The saddest moment of the first 9 years of my life took place in X-Men #25. That issue was mentioned earlier – it was the one with the hologram on the cover – but it’s more than just a hologram cover. That comic was the one in Fatal Attractions where Magneto ripped Wolverine’s adamantium out of his body, seemingly changing my favorite character in my favorite comic in my favorite medium forever. Who is Wolverine without his adamantium, I wondered? This wrecked me, as I treated my mom like my personal therapist in the days that followed, wondering how could things ever be the same again for Wolverine?

That’s the thing about superhero comics, though. We always get back to square one, one way or another. But in moments like that one, comics can break your heart in unexpected ways. That’s magical, even if it doesn’t feel like it at the time. Those big emotions are real, and the comic book medium is a powerful platform for delivering all of that and more.

50. When everything seems like it’s going to be okay after all for Matt Murdock at the end of Born Again

In Born Again, Frank Miller and David Mazzucchelli’s seminal Daredevil story, Matt Murdock’s life is turned upside down once Wilson Fisk finds out he’s actually Daredevil. Let’s go over everything that happens.
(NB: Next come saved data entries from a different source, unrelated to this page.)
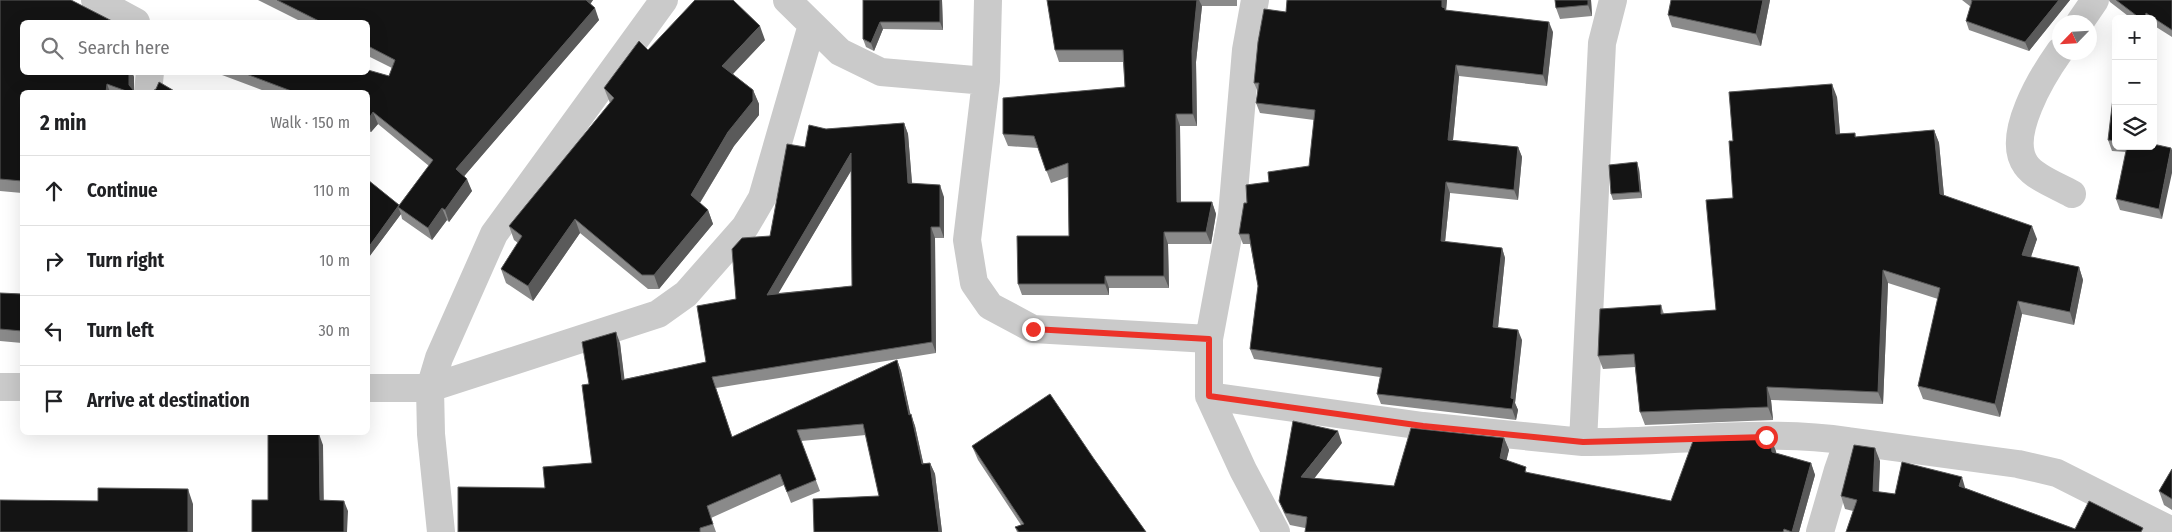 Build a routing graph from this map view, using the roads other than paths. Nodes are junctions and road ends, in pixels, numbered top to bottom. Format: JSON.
{"nodes":[{"id":1,"x":664,"y":0,"type":"edge"},
{"id":2,"x":788,"y":0,"type":"edge"},
{"id":3,"x":988,"y":0,"type":"edge"},
{"id":4,"x":1256,"y":0,"type":"edge"},
{"id":5,"x":1613,"y":0,"type":"edge"},
{"id":6,"x":2095,"y":0,"type":"edge"},
{"id":7,"x":100,"y":1,"type":"edge"},
{"id":8,"x":2085,"y":15,"type":"edge"},
{"id":9,"x":133,"y":20,"type":"edge"},
{"id":10,"x":812,"y":25,"type":"junction"},
{"id":11,"x":2055,"y":60,"type":"edge"},
{"id":12,"x":150,"y":75,"type":"edge"},
{"id":13,"x":986,"y":81,"type":"junction"},
{"id":14,"x":148,"y":90,"type":"edge"},
{"id":15,"x":2072,"y":194,"type":"dead end"},
{"id":16,"x":1209,"y":339,"type":"junction"},
{"id":17,"x":0,"y":387,"type":"edge"},
{"id":18,"x":20,"y":387,"type":"edge"},
{"id":19,"x":370,"y":388,"type":"edge"},
{"id":20,"x":430,"y":388,"type":"junction"},
{"id":21,"x":1209,"y":396,"type":"junction"},
{"id":22,"x":1848,"y":441,"type":"junction"},
{"id":23,"x":1583,"y":442,"type":"junction"},
{"id":24,"x":2172,"y":530,"type":"edge"},
{"id":25,"x":441,"y":532,"type":"edge"},
{"id":26,"x":1276,"y":532,"type":"edge"},
{"id":27,"x":1820,"y":532,"type":"edge"}],
"edges":[{"from":1,"to":20,"type":"street"},
{"from":2,"to":10,"type":"street"},
{"from":3,"to":13,"type":"street"},
{"from":4,"to":16,"type":"street"},
{"from":5,"to":23,"type":"street"},
{"from":6,"to":8,"type":"street"},
{"from":7,"to":9,"type":"street"},
{"from":10,"to":13,"type":"street"},
{"from":10,"to":20,"type":"street"},
{"from":11,"to":15,"type":"street"},
{"from":12,"to":14,"type":"street"},
{"from":13,"to":16,"type":"street"},
{"from":16,"to":21,"type":"street"},
{"from":17,"to":18,"type":"street"},
{"from":19,"to":20,"type":"street"},
{"from":20,"to":25,"type":"street"},
{"from":21,"to":23,"type":"street"},
{"from":21,"to":26,"type":"street"},
{"from":22,"to":23,"type":"street"},
{"from":22,"to":24,"type":"street"},
{"from":22,"to":27,"type":"street"}]} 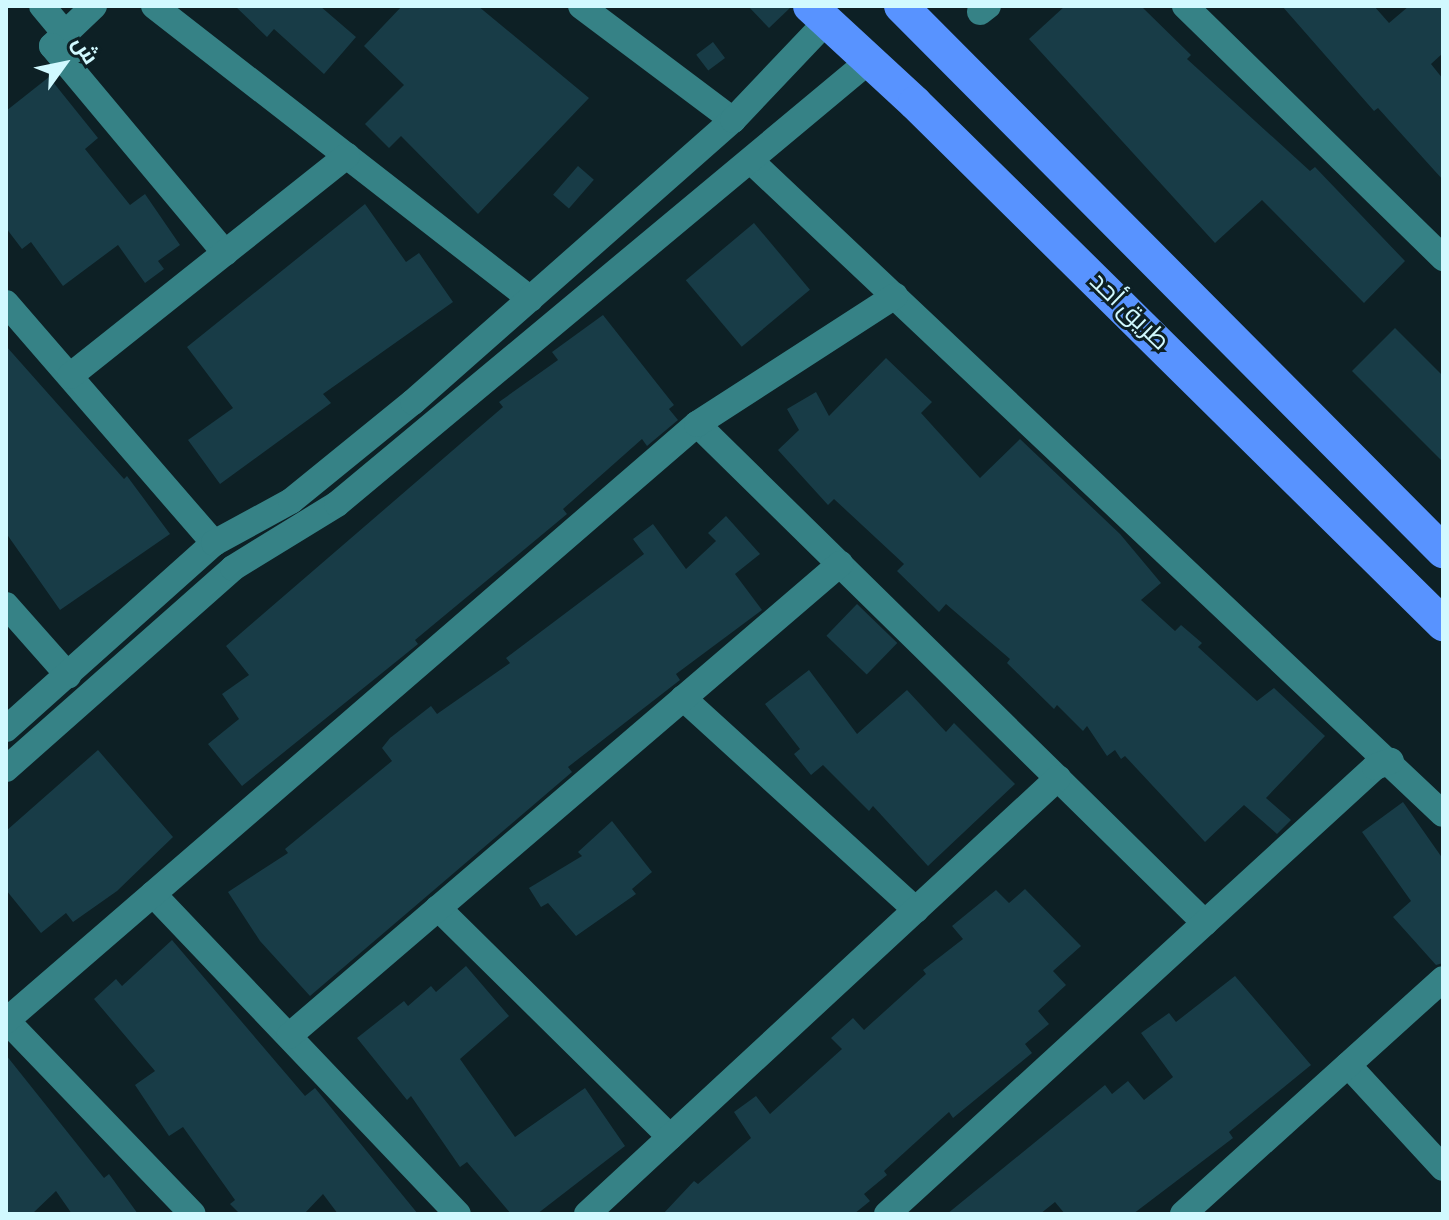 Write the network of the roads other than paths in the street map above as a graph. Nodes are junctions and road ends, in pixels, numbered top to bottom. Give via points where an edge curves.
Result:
1 (42, 6) edge
2 (94, 6) edge
3 (154, 6) edge
4 (581, 6) edge
5 (901, 6) edge
6 (1185, 6) edge
7 (818, 14) edge
8 (65, 33) junction
9 (870, 60) junction
10 (733, 120) junction
11 (347, 156) junction
12 (751, 161) junction
13 (225, 253) junction
14 (1443, 258) edge
15 (895, 296) junction
16 (530, 299) junction
17 (6, 303) edge
18 (70, 376) junction
19 (697, 424) junction
20 (214, 543) junction
21 (1443, 551) edge
22 (840, 564) junction
23 (6, 605) edge
24 (1443, 624) edge
25 (68, 675) junction
26 (683, 698) junction
27 (6, 729) edge
28 (1391, 761) junction
29 (6, 769) edge
30 (1058, 778) junction
31 (1443, 814) edge
32 (153, 894) junction
33 (438, 908) junction
34 (916, 910) junction
35 (1205, 923) junction
36 (1443, 979) edge
37 (6, 1020) edge
38 (289, 1036) junction
39 (1348, 1065) junction
40 (670, 1137) junction
41 (1443, 1168) edge
42 (193, 1214) edge
43 (458, 1214) edge
44 (587, 1214) edge
45 (887, 1214) edge
46 (1183, 1214) edge

1 - 8 street
2 - 8 street
3 - 11 street
4 - 10 street
5 - 21 main road, طريق أحد
6 - 14 street
7 - 9 main road, طريق أحد
7 - 10 street
8 - 13 street via 52,46
9 - 12 street
9 - 24 main road, طريق أحد
10 - 16 street
11 - 13 street
11 - 16 street
12 - 15 street
12 - 29 street via 337,504 233,568
13 - 18 street
15 - 19 street
15 - 28 street
16 - 20 street via 291,501
17 - 18 street
18 - 20 street
19 - 22 street
19 - 32 street
20 - 25 street
22 - 26 street
22 - 30 street
23 - 25 street
25 - 27 street
26 - 33 street
26 - 34 street
28 - 31 street
28 - 35 street via 1375,767
30 - 34 street
30 - 35 street
32 - 37 street
32 - 38 street
33 - 38 street
33 - 40 street
34 - 40 street
35 - 45 street
36 - 39 street
37 - 42 street
38 - 43 street
39 - 41 street
39 - 46 street
40 - 44 street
His ex-girlfriend Karen Page is the person who gives up his identity, Fisk works to remove all of his money and respectability (both in life and his profession), his girlfriend leaves him for his best friend (this is unrelated to the Fisk machinations, it’s really just bad timing), he becomes homeless, paranoid and utterly broken, and when he finally confronts Fisk, he’s nearly beaten to death and then put in a taxi cab that is sent into the East River. That’s just a taste of what happens, but even for Murdock – a guy who has had it bad in comics, even relative to others – this is tough, tough stuff. It’s a horrible situation, progressively elevated to even greater levels of awfulness.

And yet, the image above is how the story ends. Matt Murdock, devastated, destroyed and lost, finds his way back to not just good health and relatively good fortune, but back to a place where he’s happy and reunited with the woman who betrayed him (for reasons that made it at least somewhat reasonable) and that he actually loves.

The point is, while this is a comic book – maybe the best one ever, in my opinion – even the worst times can lead to a happy ending. That’s important to remember during a time like this, as this too shall pass, even if it sometimes doesn’t feel like it.